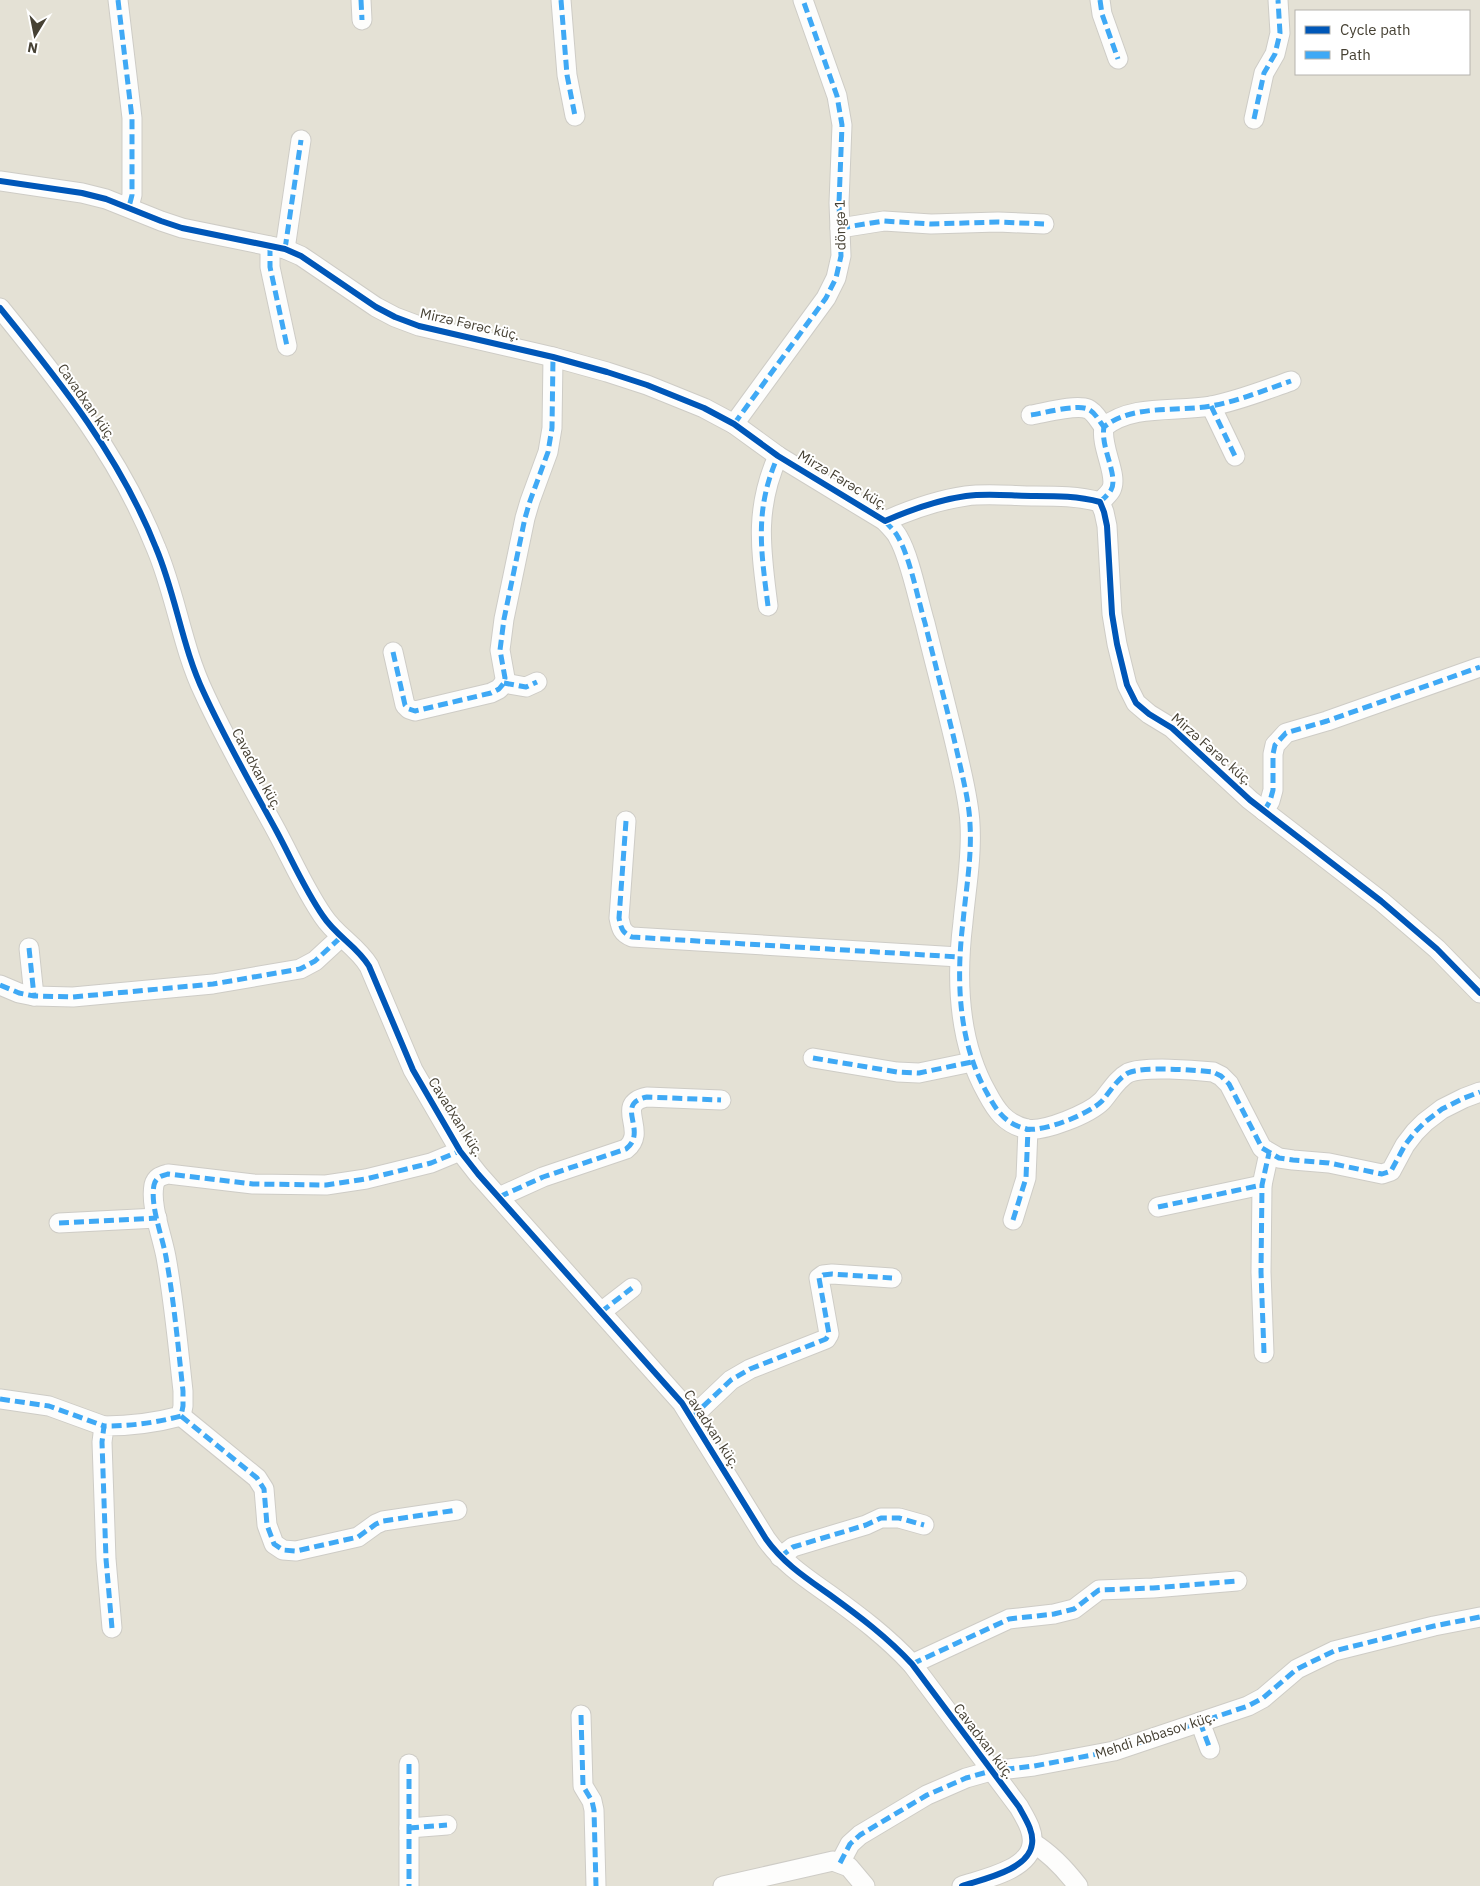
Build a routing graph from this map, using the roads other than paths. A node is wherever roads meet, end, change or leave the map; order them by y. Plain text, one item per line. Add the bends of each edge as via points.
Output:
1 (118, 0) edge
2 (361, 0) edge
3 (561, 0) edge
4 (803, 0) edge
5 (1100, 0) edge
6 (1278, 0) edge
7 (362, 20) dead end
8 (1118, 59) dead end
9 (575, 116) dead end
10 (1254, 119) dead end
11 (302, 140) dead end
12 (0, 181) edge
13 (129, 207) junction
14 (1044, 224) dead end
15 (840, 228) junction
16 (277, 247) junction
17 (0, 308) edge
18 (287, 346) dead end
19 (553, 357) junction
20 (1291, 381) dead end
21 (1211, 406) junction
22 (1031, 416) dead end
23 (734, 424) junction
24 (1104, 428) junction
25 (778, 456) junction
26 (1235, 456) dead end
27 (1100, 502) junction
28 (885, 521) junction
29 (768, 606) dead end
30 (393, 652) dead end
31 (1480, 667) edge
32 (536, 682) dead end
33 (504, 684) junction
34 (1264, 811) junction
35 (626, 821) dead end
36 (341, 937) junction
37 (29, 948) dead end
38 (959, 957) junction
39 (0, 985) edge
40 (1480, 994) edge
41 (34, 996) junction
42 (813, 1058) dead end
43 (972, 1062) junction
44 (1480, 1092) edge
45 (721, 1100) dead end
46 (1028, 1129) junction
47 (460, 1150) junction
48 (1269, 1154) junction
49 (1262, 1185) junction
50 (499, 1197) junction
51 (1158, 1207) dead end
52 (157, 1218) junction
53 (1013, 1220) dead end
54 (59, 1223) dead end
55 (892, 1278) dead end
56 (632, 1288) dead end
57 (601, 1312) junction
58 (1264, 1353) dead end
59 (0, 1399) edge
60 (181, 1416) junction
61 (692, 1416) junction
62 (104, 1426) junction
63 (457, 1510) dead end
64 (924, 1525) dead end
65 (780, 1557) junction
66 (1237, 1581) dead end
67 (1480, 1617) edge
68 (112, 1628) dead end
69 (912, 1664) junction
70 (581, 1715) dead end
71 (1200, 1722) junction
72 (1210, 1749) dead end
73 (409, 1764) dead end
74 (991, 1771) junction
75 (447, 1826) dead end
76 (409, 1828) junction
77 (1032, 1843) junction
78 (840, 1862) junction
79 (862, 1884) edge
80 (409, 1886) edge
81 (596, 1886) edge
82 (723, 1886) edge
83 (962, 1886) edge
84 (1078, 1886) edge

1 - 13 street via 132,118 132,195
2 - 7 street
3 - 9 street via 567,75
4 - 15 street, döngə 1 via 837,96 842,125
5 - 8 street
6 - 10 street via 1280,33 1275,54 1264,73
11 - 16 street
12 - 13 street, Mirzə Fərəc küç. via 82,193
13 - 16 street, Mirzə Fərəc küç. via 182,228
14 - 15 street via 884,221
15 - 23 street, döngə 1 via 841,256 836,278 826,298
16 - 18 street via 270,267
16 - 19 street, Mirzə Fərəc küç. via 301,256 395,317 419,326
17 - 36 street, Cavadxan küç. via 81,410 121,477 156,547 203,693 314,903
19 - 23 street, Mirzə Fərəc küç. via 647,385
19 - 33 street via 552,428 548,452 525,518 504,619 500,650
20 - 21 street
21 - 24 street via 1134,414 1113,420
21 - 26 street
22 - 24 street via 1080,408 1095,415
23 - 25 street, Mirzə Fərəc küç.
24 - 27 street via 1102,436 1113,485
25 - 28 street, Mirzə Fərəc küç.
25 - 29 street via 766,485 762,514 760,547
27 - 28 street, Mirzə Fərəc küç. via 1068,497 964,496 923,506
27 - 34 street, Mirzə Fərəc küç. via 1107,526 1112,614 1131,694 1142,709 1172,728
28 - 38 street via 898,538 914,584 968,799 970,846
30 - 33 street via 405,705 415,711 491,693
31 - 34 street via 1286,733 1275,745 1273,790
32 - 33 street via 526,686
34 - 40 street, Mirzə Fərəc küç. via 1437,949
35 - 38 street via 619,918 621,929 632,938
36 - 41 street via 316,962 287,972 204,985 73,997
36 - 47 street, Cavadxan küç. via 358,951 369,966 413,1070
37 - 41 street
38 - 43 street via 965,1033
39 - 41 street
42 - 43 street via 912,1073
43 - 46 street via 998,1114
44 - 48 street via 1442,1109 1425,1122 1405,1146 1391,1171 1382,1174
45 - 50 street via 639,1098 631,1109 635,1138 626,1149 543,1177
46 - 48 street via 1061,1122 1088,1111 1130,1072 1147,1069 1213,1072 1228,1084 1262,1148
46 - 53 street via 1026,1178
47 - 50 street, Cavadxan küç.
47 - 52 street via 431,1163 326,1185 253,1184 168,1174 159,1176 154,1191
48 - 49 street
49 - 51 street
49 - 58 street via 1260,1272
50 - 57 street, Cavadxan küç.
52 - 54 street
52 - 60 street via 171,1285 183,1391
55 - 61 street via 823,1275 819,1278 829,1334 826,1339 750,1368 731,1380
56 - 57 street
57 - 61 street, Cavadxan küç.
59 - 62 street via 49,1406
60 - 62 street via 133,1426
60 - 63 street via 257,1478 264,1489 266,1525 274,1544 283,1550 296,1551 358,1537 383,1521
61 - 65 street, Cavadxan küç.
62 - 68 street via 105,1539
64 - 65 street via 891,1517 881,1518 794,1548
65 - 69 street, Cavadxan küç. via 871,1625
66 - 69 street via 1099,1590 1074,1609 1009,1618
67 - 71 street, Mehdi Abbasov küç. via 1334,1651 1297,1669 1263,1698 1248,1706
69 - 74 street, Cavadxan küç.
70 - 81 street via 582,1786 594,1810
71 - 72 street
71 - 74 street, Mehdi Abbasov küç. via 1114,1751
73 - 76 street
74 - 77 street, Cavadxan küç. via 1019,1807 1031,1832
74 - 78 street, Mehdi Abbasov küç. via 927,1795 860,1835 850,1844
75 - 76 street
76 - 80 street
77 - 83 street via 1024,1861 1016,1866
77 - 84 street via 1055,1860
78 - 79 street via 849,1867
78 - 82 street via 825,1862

◆ Requirement: Go through the listing above and find each line that contains "Mirzə", then copy it.

◆ Exercise solution:
12 - 13 street, Mirzə Fərəc küç. via 82,193
13 - 16 street, Mirzə Fərəc küç. via 182,228
16 - 19 street, Mirzə Fərəc küç. via 301,256 395,317 419,326
19 - 23 street, Mirzə Fərəc küç. via 647,385
23 - 25 street, Mirzə Fərəc küç.
25 - 28 street, Mirzə Fərəc küç.
27 - 28 street, Mirzə Fərəc küç. via 1068,497 964,496 923,506
27 - 34 street, Mirzə Fərəc küç. via 1107,526 1112,614 1131,694 1142,709 1172,728
34 - 40 street, Mirzə Fərəc küç. via 1437,949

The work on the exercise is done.